Belgian motor racing team

Delahaye Racing is a Belgian auto racing team based in Wavre, Belgium. The team has raced in the TCR International Series, since 2017. The team also races in the TCR Benelux Touring Car Championship, Michelin Le Mans Cup and Volkswagen Fun Cup. Having previously raced in the Blancpain Endurance Series amongst others.

==Blancpain Endurance Series==
The team entered the Blancpain Endurance Series for first time in 2011, entering the Spa 24 Hours with a Corvette Z06 GT3. But they retired from the race after completing 215 laps. With the team returning for a full season in 2013, with a Porsche 997 GT3-R. With the team finishing twenty-sixth in the Spa 24 Hours. They returned for the 2014 24 Hours of Spa, finishing thirty-third. In 2015 they again competed a full season, with the team finishing ninth in the Am Cup teams championship.
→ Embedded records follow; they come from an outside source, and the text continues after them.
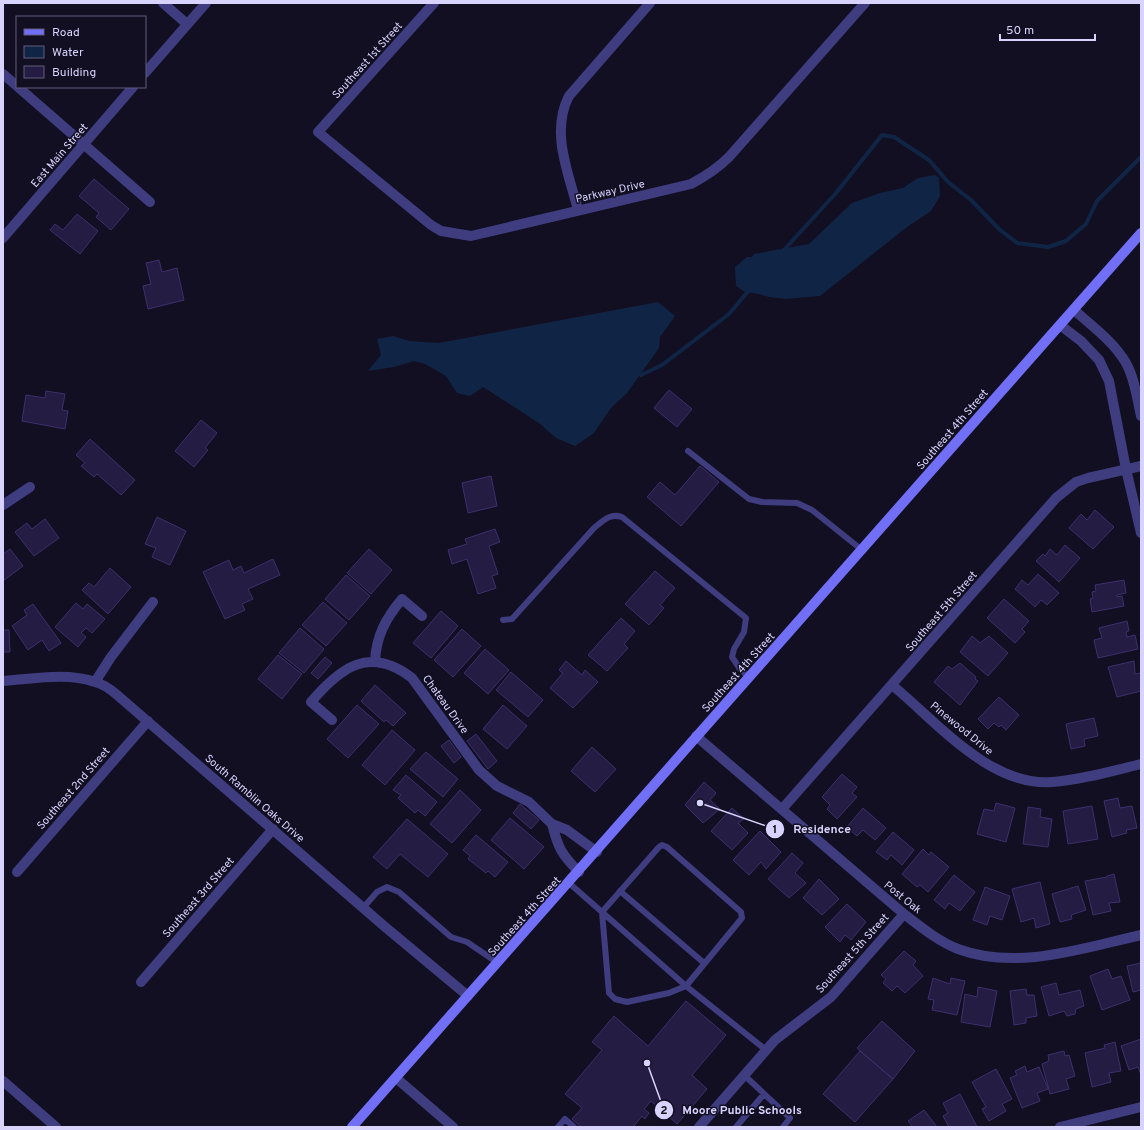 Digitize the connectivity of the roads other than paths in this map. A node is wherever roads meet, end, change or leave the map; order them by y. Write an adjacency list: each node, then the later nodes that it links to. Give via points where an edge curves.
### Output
1 (162, 3): 6 (street)
2 (206, 3): 6 (street)
3 (434, 3): 12 (street, Southeast 1st Street)
4 (650, 3): 15 (street, via 568,96 562,108 562,148)
5 (865, 3): 15 (street, Parkway Drive, via 718,168 691,184)
6 (187, 24): 7 (street)
7 (146, 72)
8 (3, 74): 9 (street)
9 (16, 86)
10 (18, 88): 13 (street)
11 (132, 88): 13 (street, East Main Street)
12 (318, 132): 15 (street, Parkway Drive, via 441,231 471,236)
13 (83, 145): 14 (street); 17 (street, East Main Street)
14 (150, 202)
15 (578, 210)
16 (1141, 233): 18 (main road, Southeast 4th Street)
17 (3, 238)
18 (1074, 310): 19 (main road, Southeast 4th Street); 20 (street, via 1118,351 1126,363)
19 (1060, 325): 23 (street, via 1082,341 1100,360 1109,381); 27 (main road, Southeast 4th Street)
20 (1141, 416)
21 (688, 451): 27 (lane, via 749,499 797,503 812,510)
22 (1141, 466): 23 (street, Southeast 5th Street)
23 (1126, 469): 26 (street); 35 (street, Southeast 5th Street, via 1076,482 1056,498)
24 (30, 487): 25 (street)
25 (3, 505)
26 (1141, 532)
27 (862, 550): 32 (main road, Southeast 4th Street)
28 (153, 602): 34 (street)
29 (422, 616): 31 (street, via 402,599 391,612 379,634)
30 (503, 620): 32 (lane, via 512,619 594,528 615,515 622,517 746,618 744,632 732,657)
31 (375, 662): 36 (street, Chateau Drive, via 359,664 341,671 311,702); 41 (street, Chateau Drive, via 401,669 412,678 479,770 497,786 529,802)
32 (749, 677): 38 (main road, Southeast 4th Street)
33 (3, 681): 34 (street, South Ramblin Oaks Drive, via 65,678)
34 (95, 682): 37 (street, South Ramblin Oaks Drive, via 116,694)
35 (892, 685): 39 (street, Pinewood Drive, via 965,748 988,765 1016,778 1050,782); 40 (street, Southeast 5th Street)
36 (332, 720)
37 (148, 721): 42 (street, South Ramblin Oaks Drive); 44 (street, Southeast 2nd Street)
38 (696, 736): 40 (street, Post Oak); 43 (main road, Southeast 4th Street)
39 (1141, 764)
40 (782, 808): 50 (street, Post Oak)
41 (552, 824): 43 (street, Chateau Drive, via 567,830); 45 (street, via 556,842 563,856)
42 (273, 829): 48 (street, South Ramblin Oaks Drive); 54 (street, Southeast 3rd Street)
43 (596, 852): 45 (main road, Southeast 4th Street)
44 (17, 872)
45 (579, 872): 46 (main road, Southeast 4th Street)
46 (569, 884): 49 (lane); 52 (main road, Southeast 4th Street)
47 (620, 891): 49 (lane); 53 (lane); 53 (lane, via 659,847 666,847 742,915)
48 (363, 908): 52 (lane, via 377,892 387,887 399,892 452,937 467,942); 56 (street, South Ramblin Oaks Drive)
49 (602, 912): 55 (lane); 55 (lane, via 609,993 615,999 627,1002 669,993)
50 (904, 914): 51 (street, Post Oak, via 940,940 957,948 1000,958 1043,956); 57 (street, Southeast 5th Street, via 830,997 783,1033)
51 (1141, 935)
52 (498, 963): 56 (main road, Southeast 4th Street)
53 (704, 963): 55 (lane)
54 (141, 982)
55 (686, 986): 57 (lane)
56 (468, 996): 59 (main road, Southeast 4th Street)
57 (766, 1050): 58 (street, Southeast 5th Street)
58 (744, 1076): 61 (lane); 68 (street, Southeast 5th Street)
59 (396, 1078): 64 (main road, Southeast 4th Street); 65 (street)
60 (3, 1081): 63 (street)
61 (764, 1094): 69 (lane); 70 (lane, via 790,1118)
62 (1141, 1107): 71 (street)
63 (56, 1127)
64 (352, 1127)
65 (452, 1127)
66 (558, 1127): 67 (lane, via 565,1119)
67 (574, 1127)
68 (699, 1127)
69 (736, 1127)
70 (783, 1127)
71 (1060, 1127)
==TCR Benelux Touring Car Championship==
Having first entered the championship in 2016, running a single SEAT León Cup Racer and two Volkswagen Golf GTI TCRs. The team finished fourth in the teams championship, while their drivers finished fourth, eighth and ninth in the drivers championship with drivers Edouard and Guillaume Mondron being the only duo of the three to take a victory. The team took fifteen podium finishes. They returned in 2017 running a SEAT León TCR for 2016 drivers Edouard and Guillaume Mondron and a Volkswagen Golf GTI TCR for 2016 driver Romain de Leval and Giacomo Altoè. However, for the second round of the championship, the team only fielded a single car with Guillaume Mondron joining Giacomo Altoè in the Golf.

==TCR International Series==

===SEAT León TCR & Volkswagen Golf GTI TCR (2017–)===
After having raced in the TCR Benelux Touring Car Championship, the team entered the 2017 TCR International Series with Edouard Mondron and Guillaume Mondron driving a Volkswagen Golf GTI TCR and SEAT León TCR respectively. With Edouard taking two points scoring positions, a seventh and fourth-place finish in the two races at Spa-Francorchamps. With Guillaume failing to score any points after a crash in qualifying that meant he had to start from twenty-second position, he went on to finish nineteenth and twelfth.